One of the inspirations behind "The Remains of the Day" is "Ruby's Arms," a Tom Waits ballad about a soldier. Ishiguro first listened to it as he was finishing the novel. He noticed how "the song is sung in the voice of a rough American hobo type utterly unaccustomed to wearing his emotions on his sleeve. And there comes a moment, when the singer declares his heart is breaking, that's almost unbearably moving because of the tension between the sentiment itself and the huge resistance that's obviously been overcome to utter it."

Partly inspired by

This tension between sentiment and its utterance animates Ishiguro's novels. Christopher Banks, the protagonist of "When We Were Orphans," a fine novel shortlisted for the Booker Prize in 2000, attempts to discover the fate of his parents who disappear mysteriously in Shanghai, during his childhood. The novel is set in 1930s England, and it features an ambitious and talented protagonist who is known as England's most celebrated detective. Through the detective's discovery of details of the terrible fate of his parents, Ishiguro finds a literary form best suited to represent the act of remembrance. The novel has unsettling Shanghai scenes where Banks visits the location of his childhood home which, by the time of his visit, houses another building.

The need to return is the theme of another Ishiguro novel, "Never Let Me Go," from 2005. Set in the England of late 1990s, the melancholy story is told by Kathy H., a care giver, who recounts her time at Hailsham, a boarding school in the English countryside. Their teachers tell Kathy and her friends Ruth and Tommy how special they are, but the friends can't grasp what makes them special. Ishiguro dramatizes Kathy's discovery of her past, and he gradually reveals her realization of her fate through a strange prose, whose grammatical awkwardness foretells who the protagonist may be.

In 2015, Ishiguro published "The Buried Giant," his first novel in a decade. Set in ancient Britain, this mysterious novel told the story of Beatrice and Axl, an elderly couple who set off on a journey across a misty and rainy landscape to find their son. The power of memory and the act of forgetting animate the novel.
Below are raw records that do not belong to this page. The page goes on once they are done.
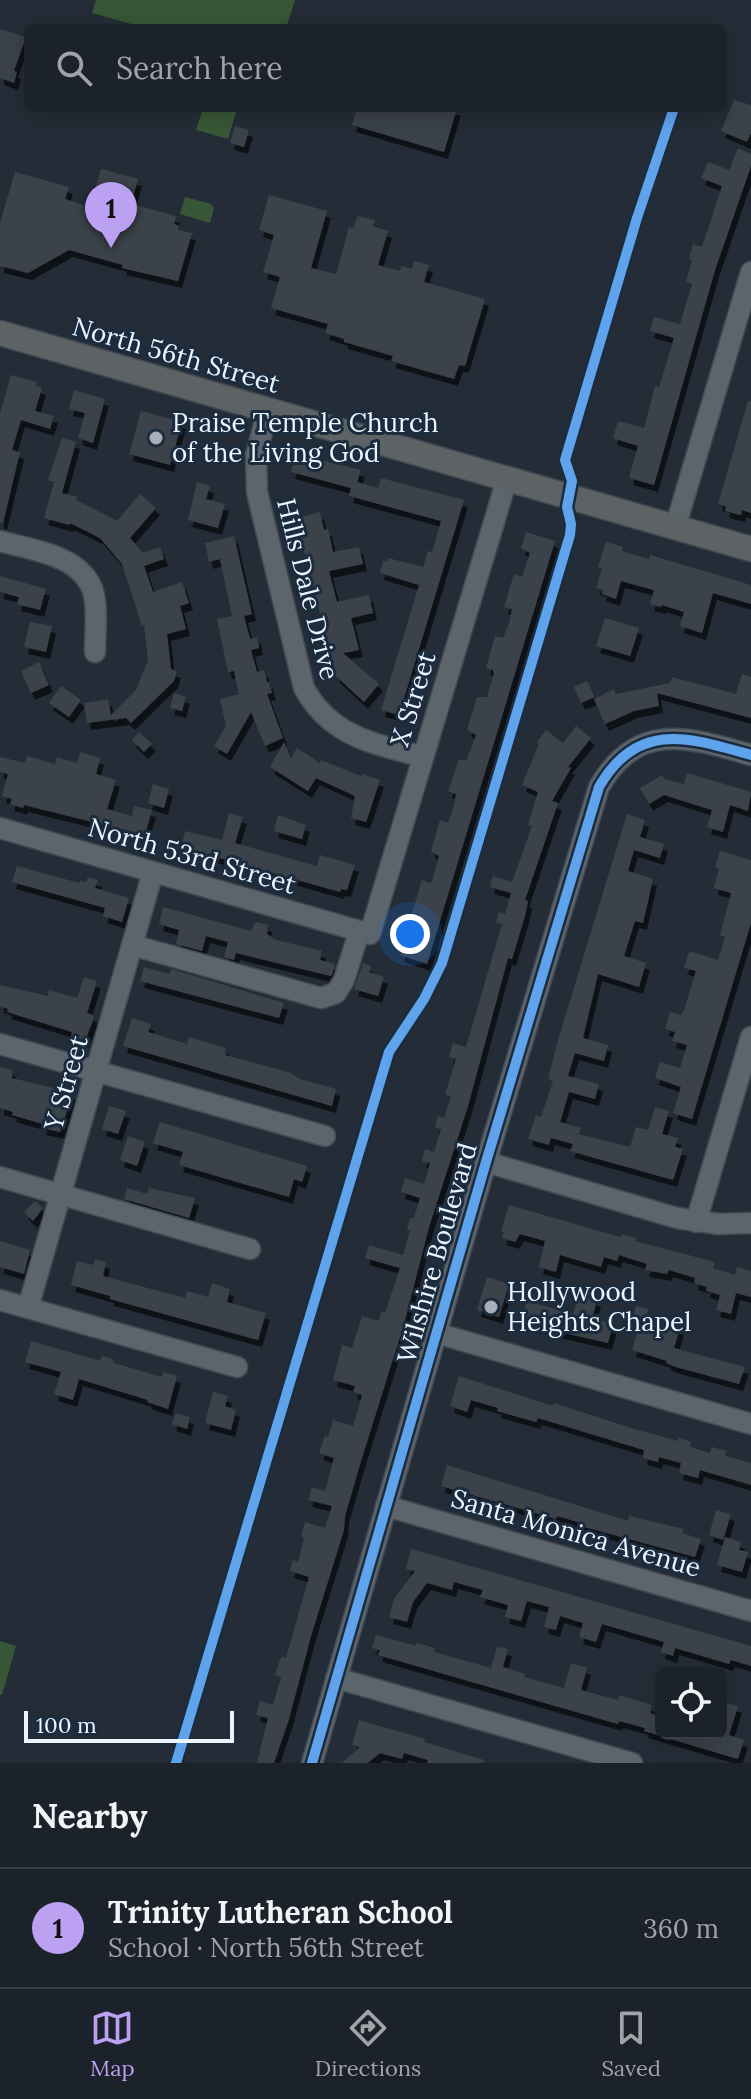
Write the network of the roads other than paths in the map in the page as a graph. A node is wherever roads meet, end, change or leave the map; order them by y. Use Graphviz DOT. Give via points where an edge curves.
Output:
graph roads {
  1 [pos="751,272"];
  2 [pos="744,321"];
  3 [pos="0,333"];
  4 [pos="268,410"];
  5 [pos="507,479"];
  6 [pos="675,528"];
  7 [pos="0,541"];
  8 [pos="751,549"];
  9 [pos="95,652"];
  10 [pos="751,755"];
  11 [pos="423,757"];
  12 [pos="0,828"];
  13 [pos="153,872"];
  14 [pos="365,933"];
  15 [pos="132,945"];
  16 [pos="751,1037"];
  17 [pos="0,1044"];
  18 [pos="97,1071"];
  19 [pos="325,1136"];
  20 [pos="486,1162"];
  21 [pos="0,1177"];
  22 [pos="61,1195"];
  23 [pos="696,1222"];
  24 [pos="751,1223"];
  25 [pos="250,1249"];
  26 [pos="0,1300"];
  27 [pos="28,1308"];
  28 [pos="436,1333"];
  29 [pos="237,1367"];
  30 [pos="751,1424"];
  31 [pos="386,1506"];
  32 [pos="751,1611"];
  33 [pos="336,1678"];
  34 [pos="312,1763"];
  35 [pos="632,1763"];
  1 -- 2 [label="street"];
  2 -- 6 [label="street"];
  3 -- 4 [label="main road, North 56th Street"];
  4 -- 5 [label="main road, North 56th Street"];
  4 -- 11 [label="street, Hills Dale Drive" via="256,455 257,492 304,688 320,713 342,730"];
  5 -- 6 [label="main road, North 56th Street"];
  5 -- 11 [label="street, X Street"];
  6 -- 8 [label="main road, North 56th Street"];
  7 -- 9 [label="street" via="65,560 86,576 95,600"];
  10 -- 20 [label="street, Wilshire Boulevard" via="677,737 642,746 604,778"];
  11 -- 14 [label="street, X Street"];
  12 -- 13 [label="street, North 53rd Street"];
  13 -- 14 [label="street, North 53rd Street"];
  13 -- 15 [label="street, Y Street"];
  14 -- 15 [label="street, X Street" via="336,993 321,998"];
  15 -- 18 [label="street, Y Street"];
  16 -- 23 [label="street"];
  17 -- 18 [label="street"];
  18 -- 19 [label="street"];
  18 -- 22 [label="street, Y Street"];
  20 -- 23 [label="street"];
  20 -- 28 [label="street, Wilshire Boulevard"];
  21 -- 22 [label="street"];
  22 -- 25 [label="street"];
  22 -- 27 [label="street, Y Street"];
  23 -- 24 [label="street"];
  26 -- 27 [label="street"];
  27 -- 29 [label="street"];
  28 -- 30 [label="street"];
  28 -- 31 [label="street, Wilshire Boulevard"];
  31 -- 32 [label="street, Santa Monica Avenue"];
  31 -- 33 [label="street, Wilshire Boulevard"];
  33 -- 34 [label="street, Wilshire Boulevard"];
  33 -- 35 [label="street"];
}
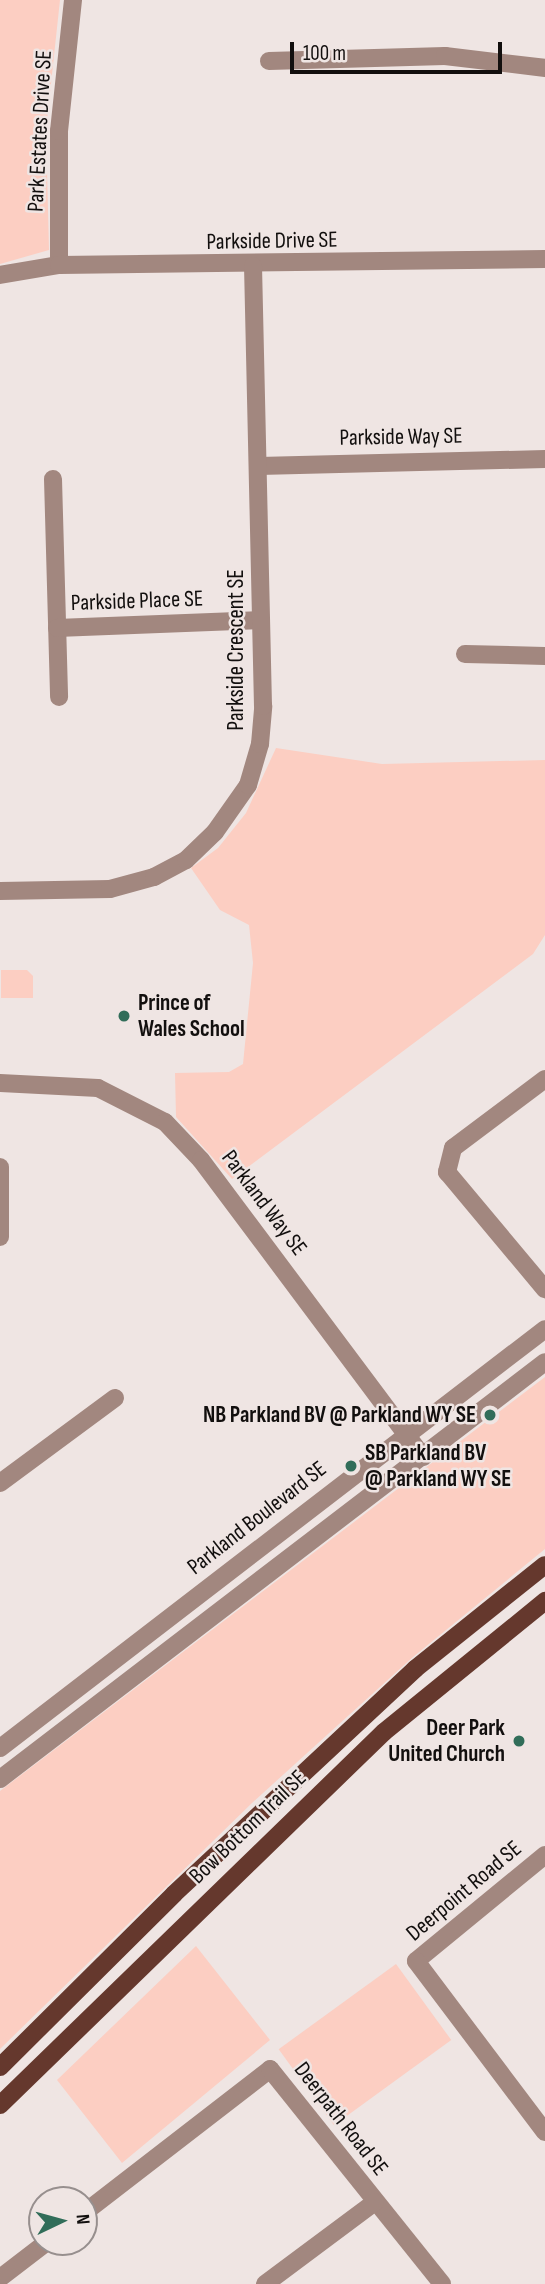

"You would have searched a long time for the sort of winding lane of tranquil meadow for which England later became celebrated," the book's omnipotent narrator writes, "There were instead miles of desolate, uncultivated land; here and there rough-hewn paths over craggy hills or bleak moorland. Most of the roads left by the Romans would by then have become broken or overgrown, often fading into wilderness."

Ishiguro arrived in England at the age of five. Six decades later, as he is named the recipient of Nobel Prize in literature; this remarkable writer is at the height of his literary powers. His readers, old and new, hope to read the master's new novel very soon.